Records for processing Start Marker

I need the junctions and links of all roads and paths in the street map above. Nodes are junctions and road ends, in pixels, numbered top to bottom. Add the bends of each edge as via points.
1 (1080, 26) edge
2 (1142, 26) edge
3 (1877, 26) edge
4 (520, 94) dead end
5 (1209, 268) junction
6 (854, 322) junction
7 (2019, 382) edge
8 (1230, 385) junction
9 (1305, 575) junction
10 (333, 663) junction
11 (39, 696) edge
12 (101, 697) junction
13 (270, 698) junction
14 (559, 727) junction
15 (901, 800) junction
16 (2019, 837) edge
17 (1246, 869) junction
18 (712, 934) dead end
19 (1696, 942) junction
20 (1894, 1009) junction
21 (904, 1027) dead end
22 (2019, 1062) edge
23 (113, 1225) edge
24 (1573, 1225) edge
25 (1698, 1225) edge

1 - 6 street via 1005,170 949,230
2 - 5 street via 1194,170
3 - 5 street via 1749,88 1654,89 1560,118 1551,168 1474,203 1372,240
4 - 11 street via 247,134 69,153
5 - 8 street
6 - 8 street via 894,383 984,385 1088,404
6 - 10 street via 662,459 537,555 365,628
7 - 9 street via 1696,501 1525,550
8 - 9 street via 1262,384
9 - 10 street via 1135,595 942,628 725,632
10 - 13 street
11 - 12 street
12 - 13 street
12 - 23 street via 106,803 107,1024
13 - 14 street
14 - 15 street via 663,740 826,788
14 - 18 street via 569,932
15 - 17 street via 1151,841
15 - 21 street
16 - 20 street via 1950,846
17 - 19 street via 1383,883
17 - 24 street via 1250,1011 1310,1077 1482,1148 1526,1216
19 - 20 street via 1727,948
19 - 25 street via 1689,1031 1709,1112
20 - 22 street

Records for processing End Marker

Task prompt
Lines from the entries that contain the string "edge" must be found and copied.

Your solution
I need the junctions and links of all roads and paths in the street map above. Nodes are junctions and road ends, in pixels, numbered top to bottom. Add the bends of each edge as via points.
1 (1080, 26) edge
2 (1142, 26) edge
3 (1877, 26) edge
7 (2019, 382) edge
11 (39, 696) edge
16 (2019, 837) edge
22 (2019, 1062) edge
23 (113, 1225) edge
24 (1573, 1225) edge
25 (1698, 1225) edge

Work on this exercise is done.